Perhaps they were even its creators.

And if they learned the secret of the nullifier from him, they could destroy the Trap, and they would be able once again to roam freely through the entire nexus system, infecting and destroying.

"But I could not simply run," Kremastor finished. iWhat if I were wrong? What if there were an innocent explanation for your survival? I tried to take your leader to question, but—"

"Time, Mr. Spock."

"Fourteen point seven minutes, Captain."

"Mr. Scott, are you finding anything of significance, either on the shuttlecraft or on Kremastor's ship?"

"Just what looks like the shortest route to cut through to reach Commander Ansfield, if it comes ta that. A complete check o' the shuttlecraft shows no change whatsoever because o' its wee trip."

"All right, Scotty, leave some people there, but you get back up to the engineering deck. I want you there, where you can keep an eye on the situation firsthand, when—if—that dead space closes in."

"Aye, Captain."

Cutting off the intercom, Kirk turned to Spock. "I won't make it an order, Spock, but your Vulcan abilities may be the only chance we have to communicate with this entity. If you still feel it is not hostile—"

"Of course, Captain. If nothing else, I can perhaps persuade it to leave us. Lieutenant Denslow, take the science station."
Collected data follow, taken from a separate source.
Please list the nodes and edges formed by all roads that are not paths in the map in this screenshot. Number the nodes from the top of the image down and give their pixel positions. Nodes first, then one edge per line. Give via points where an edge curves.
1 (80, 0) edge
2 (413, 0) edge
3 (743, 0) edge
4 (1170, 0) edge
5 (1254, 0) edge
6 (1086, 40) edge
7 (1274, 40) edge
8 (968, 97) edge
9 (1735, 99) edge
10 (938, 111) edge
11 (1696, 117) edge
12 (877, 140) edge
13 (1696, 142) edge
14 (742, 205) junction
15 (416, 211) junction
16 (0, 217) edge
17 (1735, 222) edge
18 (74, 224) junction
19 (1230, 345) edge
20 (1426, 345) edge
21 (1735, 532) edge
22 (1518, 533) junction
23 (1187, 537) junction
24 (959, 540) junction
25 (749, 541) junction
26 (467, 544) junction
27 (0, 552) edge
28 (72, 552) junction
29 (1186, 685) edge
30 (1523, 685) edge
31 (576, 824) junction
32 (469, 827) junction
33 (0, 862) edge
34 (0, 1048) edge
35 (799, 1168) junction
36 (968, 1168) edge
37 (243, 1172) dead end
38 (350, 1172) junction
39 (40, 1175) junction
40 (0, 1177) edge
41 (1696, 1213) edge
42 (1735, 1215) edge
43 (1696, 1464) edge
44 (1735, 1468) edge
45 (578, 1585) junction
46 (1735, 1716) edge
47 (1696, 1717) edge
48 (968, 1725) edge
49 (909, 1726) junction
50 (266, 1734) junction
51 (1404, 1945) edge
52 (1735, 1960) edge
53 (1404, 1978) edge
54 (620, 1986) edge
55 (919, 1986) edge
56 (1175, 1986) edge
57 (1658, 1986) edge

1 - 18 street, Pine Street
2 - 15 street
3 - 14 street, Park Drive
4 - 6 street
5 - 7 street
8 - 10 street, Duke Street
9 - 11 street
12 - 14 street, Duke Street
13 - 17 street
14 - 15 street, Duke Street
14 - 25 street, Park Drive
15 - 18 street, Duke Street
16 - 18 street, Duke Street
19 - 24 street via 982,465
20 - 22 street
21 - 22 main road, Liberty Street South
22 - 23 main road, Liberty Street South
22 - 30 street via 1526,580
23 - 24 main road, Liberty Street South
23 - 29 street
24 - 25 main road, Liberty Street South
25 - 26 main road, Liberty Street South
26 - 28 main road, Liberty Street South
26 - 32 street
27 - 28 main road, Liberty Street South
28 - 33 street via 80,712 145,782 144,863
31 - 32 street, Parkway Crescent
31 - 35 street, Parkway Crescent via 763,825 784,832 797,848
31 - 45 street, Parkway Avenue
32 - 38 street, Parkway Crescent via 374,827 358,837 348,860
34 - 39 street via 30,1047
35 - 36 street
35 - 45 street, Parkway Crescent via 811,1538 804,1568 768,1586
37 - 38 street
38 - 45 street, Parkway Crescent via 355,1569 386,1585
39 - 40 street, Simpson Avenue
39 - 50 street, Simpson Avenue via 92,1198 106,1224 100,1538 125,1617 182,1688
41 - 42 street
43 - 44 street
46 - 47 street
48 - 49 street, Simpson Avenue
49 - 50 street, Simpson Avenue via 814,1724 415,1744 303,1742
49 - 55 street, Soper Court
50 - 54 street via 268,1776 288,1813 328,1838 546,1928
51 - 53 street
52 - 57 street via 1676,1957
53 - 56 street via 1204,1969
Spock was silent then for a brief moment as he stepped back. His features were still impassive, but Kirk sensed unease behind the surface. Then Spock strode past Uhura and the turbolift to the unmanned environmental station. There he lowered himself onto that station's chair. Stiffly, he placed his hands on his knees, palms down.

"Captain," he said in a voice that was quiet even for him. "I strongly recommend that you keep a phaser, set to heavy stun, trained on me at all times." Without further comment, he extended his arms directly in front of himself, lifted his head slightly, and closed his eyes.

"Dr. McCoy," Kirk said into the intercom, "to the bridge. We're about to hold a seance, and I think we should have a doctor in attendance."